• [TASK GOAL]: Make an exact copy of the records below. Include every line.
○ ○ ○ ○ ○
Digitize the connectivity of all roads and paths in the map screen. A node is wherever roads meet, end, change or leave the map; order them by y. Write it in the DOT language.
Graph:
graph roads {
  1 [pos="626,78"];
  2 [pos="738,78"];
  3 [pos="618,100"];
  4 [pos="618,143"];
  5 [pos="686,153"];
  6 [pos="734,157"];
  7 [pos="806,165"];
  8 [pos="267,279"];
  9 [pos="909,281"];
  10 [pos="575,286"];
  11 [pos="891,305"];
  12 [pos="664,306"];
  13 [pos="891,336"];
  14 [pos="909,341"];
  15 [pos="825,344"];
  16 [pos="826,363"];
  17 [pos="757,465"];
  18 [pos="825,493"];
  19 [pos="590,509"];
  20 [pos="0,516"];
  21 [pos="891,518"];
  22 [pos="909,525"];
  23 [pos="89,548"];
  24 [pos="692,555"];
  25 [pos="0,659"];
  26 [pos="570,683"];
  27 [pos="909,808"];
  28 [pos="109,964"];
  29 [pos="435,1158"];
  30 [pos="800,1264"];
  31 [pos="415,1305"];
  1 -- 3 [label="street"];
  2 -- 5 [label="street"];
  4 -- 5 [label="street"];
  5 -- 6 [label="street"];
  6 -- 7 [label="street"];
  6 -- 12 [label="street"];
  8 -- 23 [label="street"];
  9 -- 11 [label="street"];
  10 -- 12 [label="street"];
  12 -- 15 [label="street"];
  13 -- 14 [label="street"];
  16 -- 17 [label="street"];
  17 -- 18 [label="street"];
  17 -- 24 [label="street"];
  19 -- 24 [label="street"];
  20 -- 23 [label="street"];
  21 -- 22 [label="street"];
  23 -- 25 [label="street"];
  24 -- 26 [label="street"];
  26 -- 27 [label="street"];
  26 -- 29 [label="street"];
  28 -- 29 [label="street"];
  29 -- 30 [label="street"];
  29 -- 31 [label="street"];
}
○ ○ ○ ○ ○
• [RESPONSE BOX]:
Digitize the connectivity of all roads and paths in the map screen. A node is wherever roads meet, end, change or leave the map; order them by y. Write it in the DOT language.
Graph:
graph roads {
  1 [pos="626,78"];
  2 [pos="738,78"];
  3 [pos="618,100"];
  4 [pos="618,143"];
  5 [pos="686,153"];
  6 [pos="734,157"];
  7 [pos="806,165"];
  8 [pos="267,279"];
  9 [pos="909,281"];
  10 [pos="575,286"];
  11 [pos="891,305"];
  12 [pos="664,306"];
  13 [pos="891,336"];
  14 [pos="909,341"];
  15 [pos="825,344"];
  16 [pos="826,363"];
  17 [pos="757,465"];
  18 [pos="825,493"];
  19 [pos="590,509"];
  20 [pos="0,516"];
  21 [pos="891,518"];
  22 [pos="909,525"];
  23 [pos="89,548"];
  24 [pos="692,555"];
  25 [pos="0,659"];
  26 [pos="570,683"];
  27 [pos="909,808"];
  28 [pos="109,964"];
  29 [pos="435,1158"];
  30 [pos="800,1264"];
  31 [pos="415,1305"];
  1 -- 3 [label="street"];
  2 -- 5 [label="street"];
  4 -- 5 [label="street"];
  5 -- 6 [label="street"];
  6 -- 7 [label="street"];
  6 -- 12 [label="street"];
  8 -- 23 [label="street"];
  9 -- 11 [label="street"];
  10 -- 12 [label="street"];
  12 -- 15 [label="street"];
  13 -- 14 [label="street"];
  16 -- 17 [label="street"];
  17 -- 18 [label="street"];
  17 -- 24 [label="street"];
  19 -- 24 [label="street"];
  20 -- 23 [label="street"];
  21 -- 22 [label="street"];
  23 -- 25 [label="street"];
  24 -- 26 [label="street"];
  26 -- 27 [label="street"];
  26 -- 29 [label="street"];
  28 -- 29 [label="street"];
  29 -- 30 [label="street"];
  29 -- 31 [label="street"];
}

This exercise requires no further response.